**WHAT YOU HAVE TO DO:** Before you reproduce the entries that follow, strip out any image they contain and keep the rest exact.
Start of Block
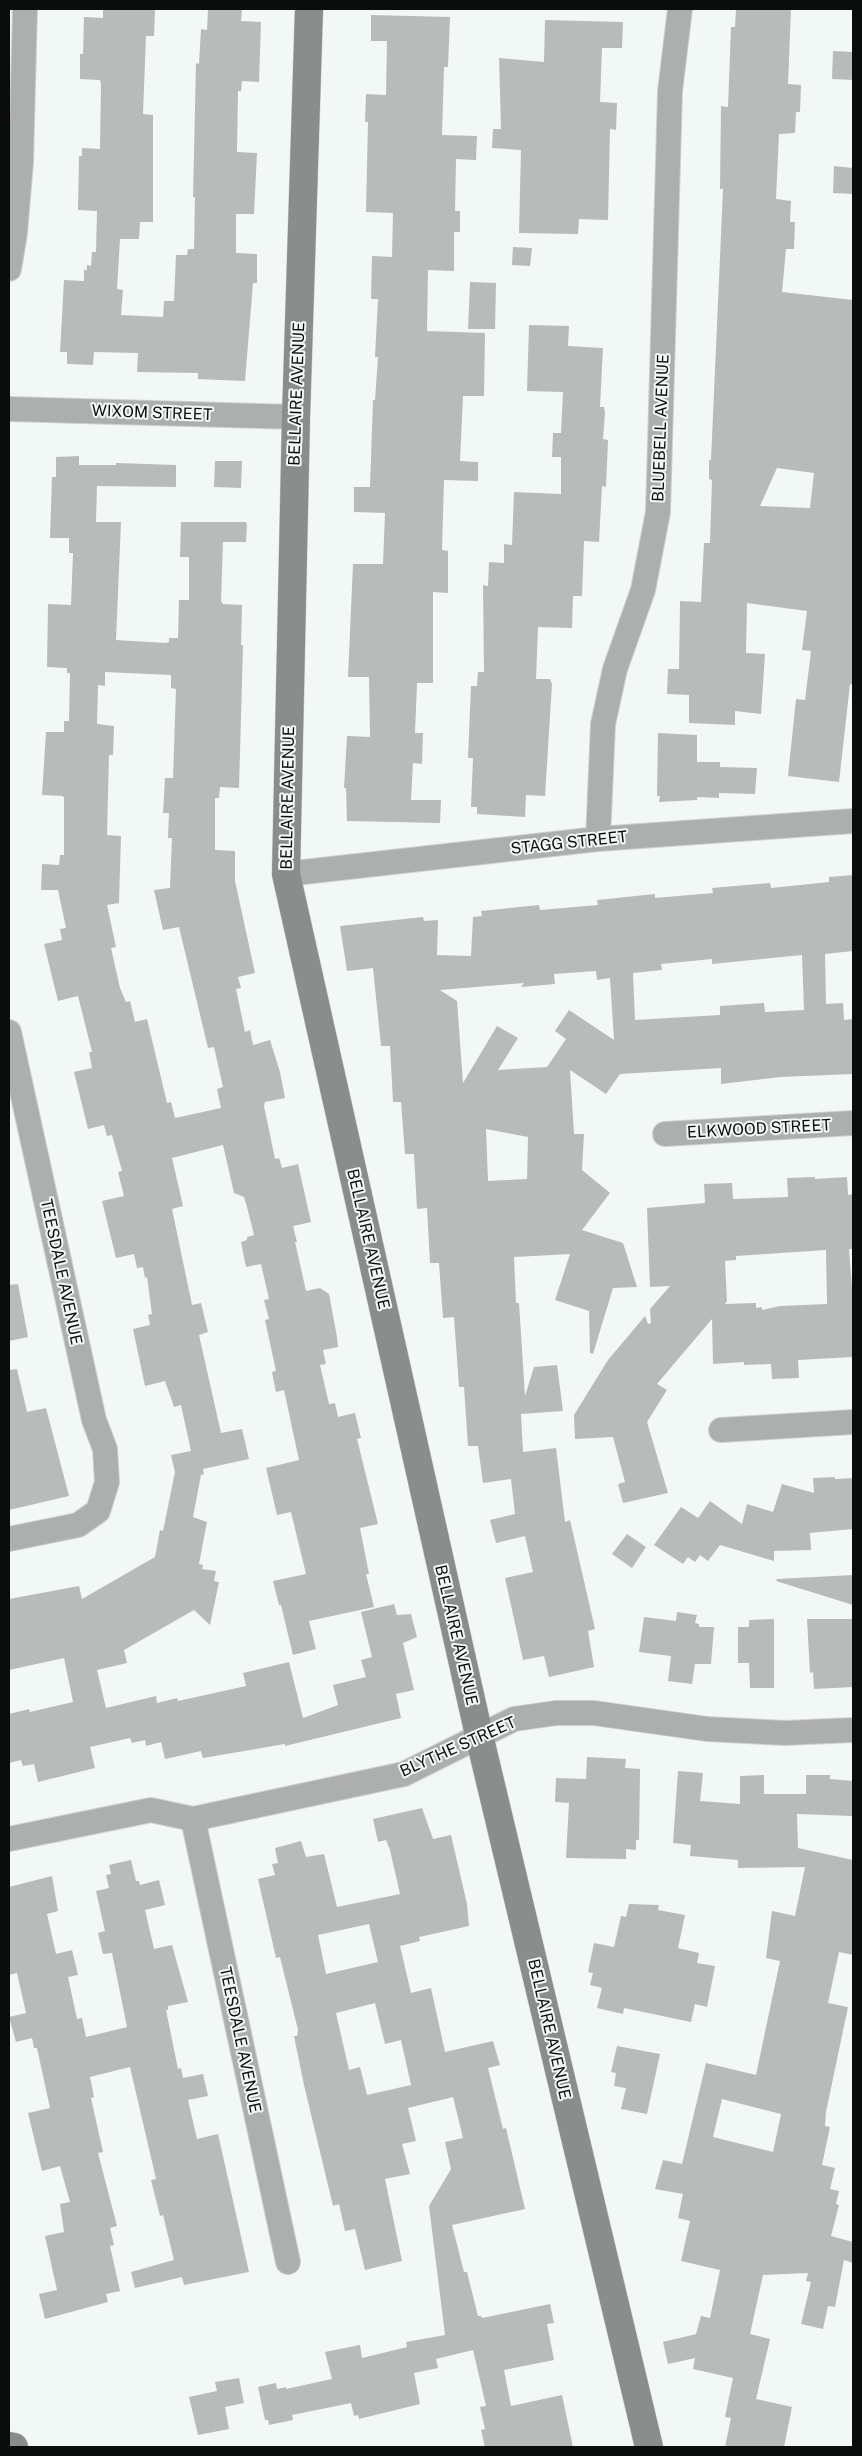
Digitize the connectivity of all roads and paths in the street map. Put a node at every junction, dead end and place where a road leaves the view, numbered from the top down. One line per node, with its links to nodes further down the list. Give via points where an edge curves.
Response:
1 (25, 9): 4 (street, via 21,162)
2 (309, 9): 6 (street, BELLAIRE AVENUE)
3 (680, 9): 8 (street, BLUEBELL AVENUE, via 670,92 658,512 643,590 615,669 603,724)
4 (9, 269)
5 (9, 410): 6 (street, WIXOM STREET)
6 (296, 417): 9 (street, BELLAIRE AVENUE)
7 (853, 821): 8 (street, STAGG STREET)
8 (598, 839): 9 (street, STAGG STREET)
9 (286, 874): 17 (street, BELLAIRE AVENUE)
10 (9, 1032): 15 (street, TEESDALE AVENUE, via 94,1420 106,1449 108,1482 98,1512 78,1525)
11 (853, 1124): 12 (street, ELKWOOD STREET)
12 (665, 1134)
13 (853, 1422): 14 (street)
14 (721, 1430)
15 (9, 1539)
16 (853, 1730): 17 (street, BLYTHE STREET, via 785,1733 707,1730 594,1713 556,1713 514,1719)
17 (479, 1734): 18 (street, BLYTHE STREET, via 404,1774); 23 (street, BELLAIRE AVENUE)
18 (193, 1819): 19 (street, BLYTHE STREET, via 151,1810); 20 (street, TEESDALE AVENUE)
19 (9, 1838)
20 (288, 2262)
21 (9, 2446): 22 (street)
22 (14, 2447)
23 (649, 2447)

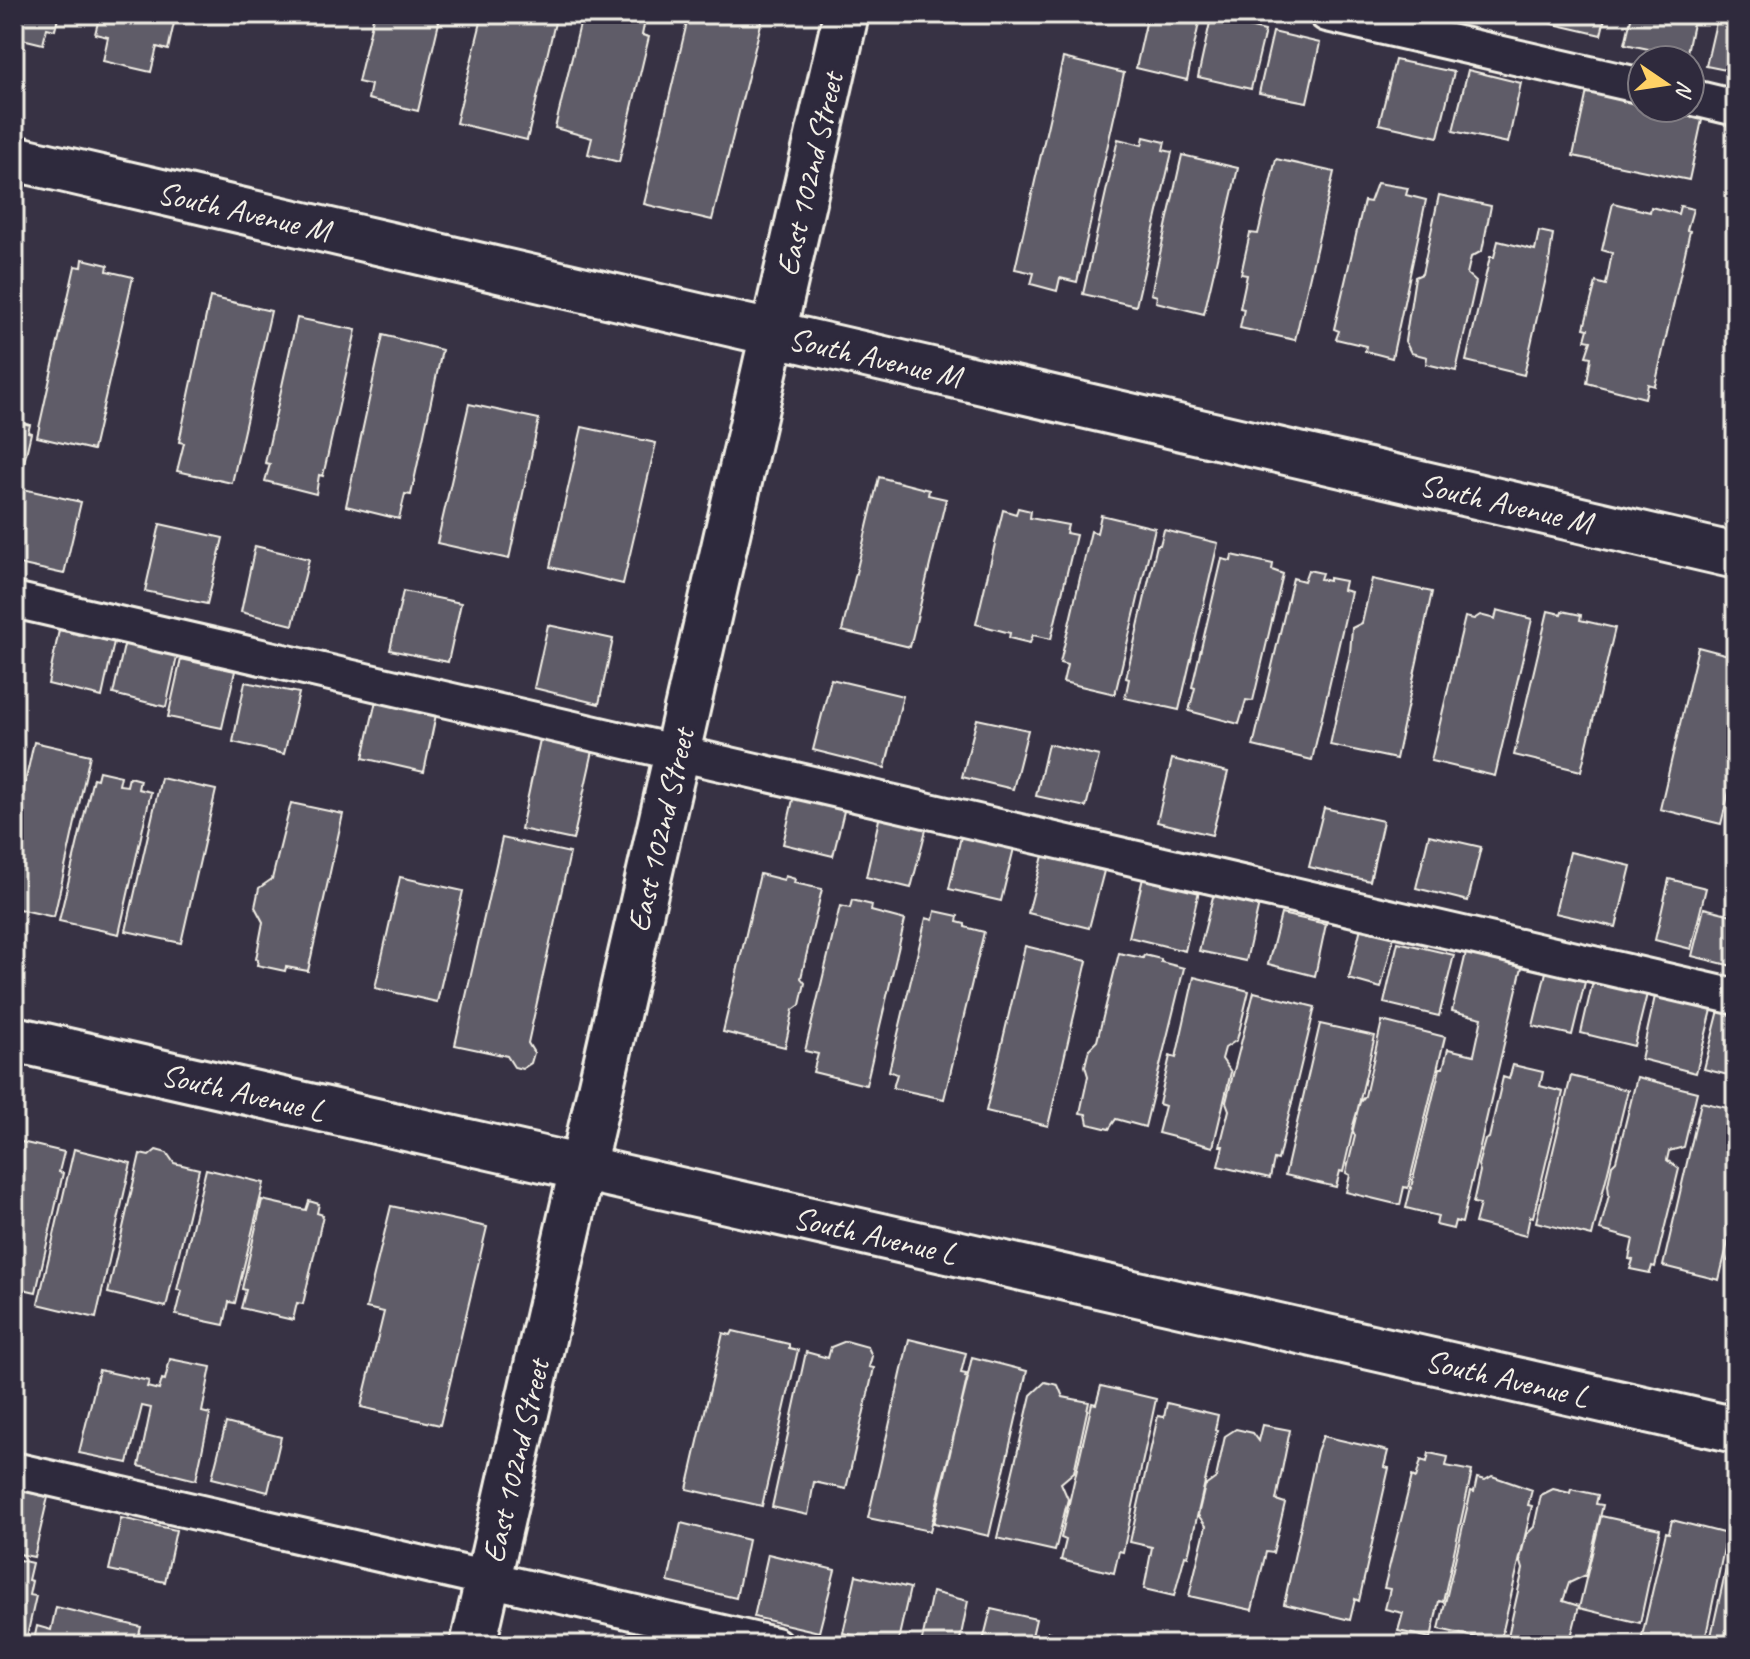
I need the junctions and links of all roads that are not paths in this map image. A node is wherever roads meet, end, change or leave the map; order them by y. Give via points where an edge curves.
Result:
1 (846, 14) edge
2 (1327, 14) edge
3 (1626, 82) edge
4 (1706, 101) edge
5 (1736, 108) edge
6 (14, 158) edge
7 (773, 333) junction
8 (1736, 556) edge
9 (14, 600) edge
10 (677, 753) junction
11 (1736, 997) edge
12 (14, 1039) edge
13 (582, 1169) junction
14 (1736, 1430) edge
15 (14, 1470) edge
16 (488, 1578) junction
17 (473, 1645) edge
18 (775, 1645) edge

1 - 7 street, East 102nd Street
2 - 3 lane
4 - 5 lane
6 - 7 street, South Avenue M
7 - 8 street, South Avenue M
7 - 10 street, East 102nd Street
9 - 10 lane
10 - 11 lane
10 - 13 street, East 102nd Street
12 - 13 street, South Avenue L
13 - 14 street, South Avenue L
13 - 16 street, East 102nd Street
15 - 16 lane
16 - 17 street, East 102nd Street
16 - 18 lane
End of Block
**TASK RESULT:**
Digitize the connectivity of all roads and paths in the street map. Put a node at every junction, dead end and place where a road leaves the view, numbered from the top down. One line per node, with its links to nodes further down the list. Give via points where an edge curves.
Response:
1 (25, 9): 4 (street, via 21,162)
2 (309, 9): 6 (street, BELLAIRE AVENUE)
3 (680, 9): 8 (street, BLUEBELL AVENUE, via 670,92 658,512 643,590 615,669 603,724)
4 (9, 269)
5 (9, 410): 6 (street, WIXOM STREET)
6 (296, 417): 9 (street, BELLAIRE AVENUE)
7 (853, 821): 8 (street, STAGG STREET)
8 (598, 839): 9 (street, STAGG STREET)
9 (286, 874): 17 (street, BELLAIRE AVENUE)
10 (9, 1032): 15 (street, TEESDALE AVENUE, via 94,1420 106,1449 108,1482 98,1512 78,1525)
11 (853, 1124): 12 (street, ELKWOOD STREET)
12 (665, 1134)
13 (853, 1422): 14 (street)
14 (721, 1430)
15 (9, 1539)
16 (853, 1730): 17 (street, BLYTHE STREET, via 785,1733 707,1730 594,1713 556,1713 514,1719)
17 (479, 1734): 18 (street, BLYTHE STREET, via 404,1774); 23 (street, BELLAIRE AVENUE)
18 (193, 1819): 19 (street, BLYTHE STREET, via 151,1810); 20 (street, TEESDALE AVENUE)
19 (9, 1838)
20 (288, 2262)
21 (9, 2446): 22 (street)
22 (14, 2447)
23 (649, 2447)

I need the junctions and links of all roads that are not paths in this map image. A node is wherever roads meet, end, change or leave the map; order them by y. Give via points where an edge curves.
Result:
1 (846, 14) edge
2 (1327, 14) edge
3 (1626, 82) edge
4 (1706, 101) edge
5 (1736, 108) edge
6 (14, 158) edge
7 (773, 333) junction
8 (1736, 556) edge
9 (14, 600) edge
10 (677, 753) junction
11 (1736, 997) edge
12 (14, 1039) edge
13 (582, 1169) junction
14 (1736, 1430) edge
15 (14, 1470) edge
16 (488, 1578) junction
17 (473, 1645) edge
18 (775, 1645) edge

1 - 7 street, East 102nd Street
2 - 3 lane
4 - 5 lane
6 - 7 street, South Avenue M
7 - 8 street, South Avenue M
7 - 10 street, East 102nd Street
9 - 10 lane
10 - 11 lane
10 - 13 street, East 102nd Street
12 - 13 street, South Avenue L
13 - 14 street, South Avenue L
13 - 16 street, East 102nd Street
15 - 16 lane
16 - 17 street, East 102nd Street
16 - 18 lane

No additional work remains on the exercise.